■ **Your objective**
At the line containing "index tip: (697, 207)", start repeating the entries exactly, and continue through the last line.

[Pose landmark coordinates]
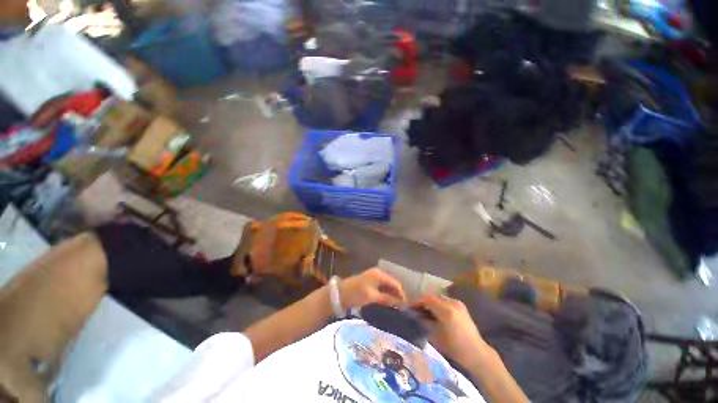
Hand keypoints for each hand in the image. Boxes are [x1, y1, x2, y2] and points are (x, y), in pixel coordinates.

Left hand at [338, 268, 406, 310]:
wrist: (339, 294)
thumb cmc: (356, 293)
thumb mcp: (371, 296)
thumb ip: (386, 298)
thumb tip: (399, 303)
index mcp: (379, 274)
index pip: (395, 283)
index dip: (401, 294)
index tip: (406, 306)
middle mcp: (377, 273)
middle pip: (391, 284)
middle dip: (397, 294)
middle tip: (401, 307)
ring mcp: (373, 277)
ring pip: (387, 286)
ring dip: (391, 295)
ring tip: (396, 307)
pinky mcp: (369, 283)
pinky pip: (381, 288)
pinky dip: (385, 294)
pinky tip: (387, 302)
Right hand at [412, 293, 492, 368]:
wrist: (477, 354)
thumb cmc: (455, 348)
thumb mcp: (436, 336)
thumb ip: (425, 322)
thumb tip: (416, 315)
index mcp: (446, 310)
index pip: (426, 299)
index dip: (416, 301)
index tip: (409, 307)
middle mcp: (452, 303)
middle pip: (432, 297)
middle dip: (422, 302)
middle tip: (415, 310)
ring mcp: (458, 304)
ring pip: (438, 298)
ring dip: (430, 303)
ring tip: (424, 312)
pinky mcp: (461, 307)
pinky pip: (445, 302)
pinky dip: (438, 305)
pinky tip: (435, 313)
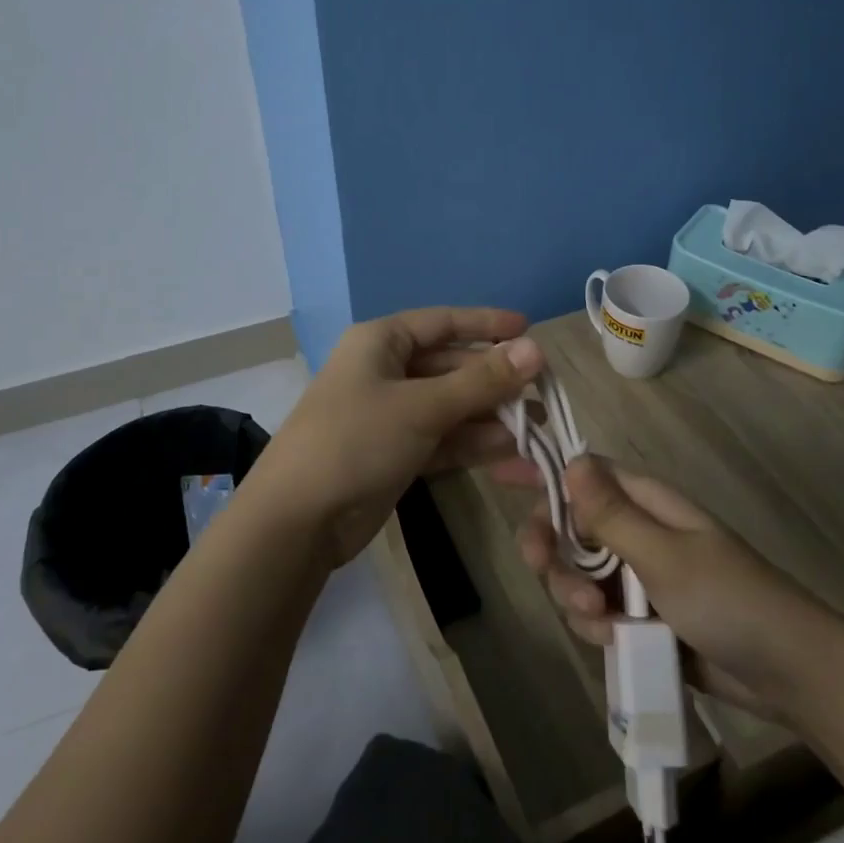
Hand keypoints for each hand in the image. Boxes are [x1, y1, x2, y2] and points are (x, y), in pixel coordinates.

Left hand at [253, 308, 543, 566]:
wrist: (298, 520)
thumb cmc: (356, 440)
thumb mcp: (422, 406)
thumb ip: (481, 381)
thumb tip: (536, 349)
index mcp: (382, 342)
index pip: (443, 322)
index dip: (486, 324)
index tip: (529, 329)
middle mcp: (387, 371)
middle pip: (453, 367)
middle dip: (497, 382)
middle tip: (545, 395)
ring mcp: (392, 415)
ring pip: (453, 407)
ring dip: (493, 419)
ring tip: (540, 432)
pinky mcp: (398, 454)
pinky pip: (445, 441)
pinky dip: (476, 448)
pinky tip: (516, 459)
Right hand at [508, 456, 839, 723]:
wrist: (789, 674)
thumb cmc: (729, 600)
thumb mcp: (664, 556)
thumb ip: (611, 515)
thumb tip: (570, 460)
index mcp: (646, 502)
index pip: (583, 474)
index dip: (544, 473)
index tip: (500, 475)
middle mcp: (637, 532)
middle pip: (570, 528)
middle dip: (554, 552)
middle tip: (547, 571)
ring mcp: (638, 576)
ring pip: (577, 574)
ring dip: (574, 597)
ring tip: (600, 623)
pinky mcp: (641, 616)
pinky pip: (597, 611)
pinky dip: (596, 626)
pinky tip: (614, 641)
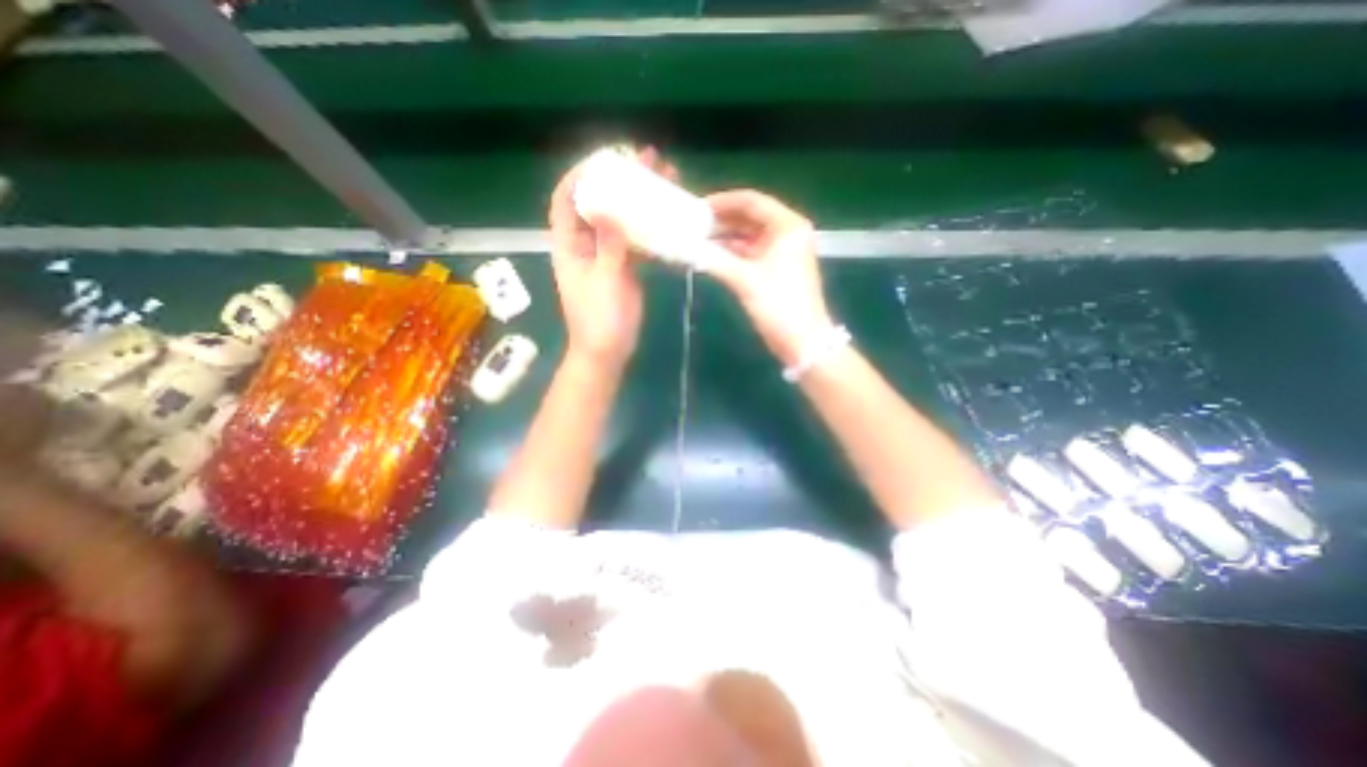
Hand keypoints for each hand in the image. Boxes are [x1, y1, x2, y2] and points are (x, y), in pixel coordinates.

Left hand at [550, 147, 672, 375]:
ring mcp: (606, 255)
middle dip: (618, 180)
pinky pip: (635, 239)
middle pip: (598, 203)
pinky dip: (649, 226)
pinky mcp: (624, 267)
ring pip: (620, 219)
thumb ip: (608, 246)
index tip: (604, 159)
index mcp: (569, 246)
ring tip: (664, 179)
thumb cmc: (599, 320)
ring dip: (638, 200)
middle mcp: (585, 244)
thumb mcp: (603, 281)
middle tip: (645, 160)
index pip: (565, 201)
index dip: (579, 176)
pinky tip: (667, 215)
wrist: (608, 351)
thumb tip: (608, 208)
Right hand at [706, 185, 832, 360]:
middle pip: (750, 217)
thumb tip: (684, 246)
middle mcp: (787, 232)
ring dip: (725, 236)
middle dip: (722, 219)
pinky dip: (732, 252)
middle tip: (693, 223)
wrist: (802, 340)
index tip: (697, 207)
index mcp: (787, 226)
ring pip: (749, 235)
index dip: (723, 201)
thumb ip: (714, 259)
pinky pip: (751, 252)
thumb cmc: (779, 305)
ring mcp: (783, 251)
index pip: (752, 201)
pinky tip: (711, 255)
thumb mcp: (745, 279)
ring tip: (697, 238)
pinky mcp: (777, 268)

■ **Solution to the problem**
index tip: (697, 207)
index mcp: (787, 226)
ring pip: (749, 235)
index dip: (723, 201)
thumb ip: (714, 259)
pinky pip: (751, 252)
thumb cmc: (779, 305)
ring mcp: (783, 251)
index pip: (752, 201)
pinky tip: (711, 255)
thumb mcp: (745, 279)
ring tip: (697, 238)
pinky mcp: (777, 268)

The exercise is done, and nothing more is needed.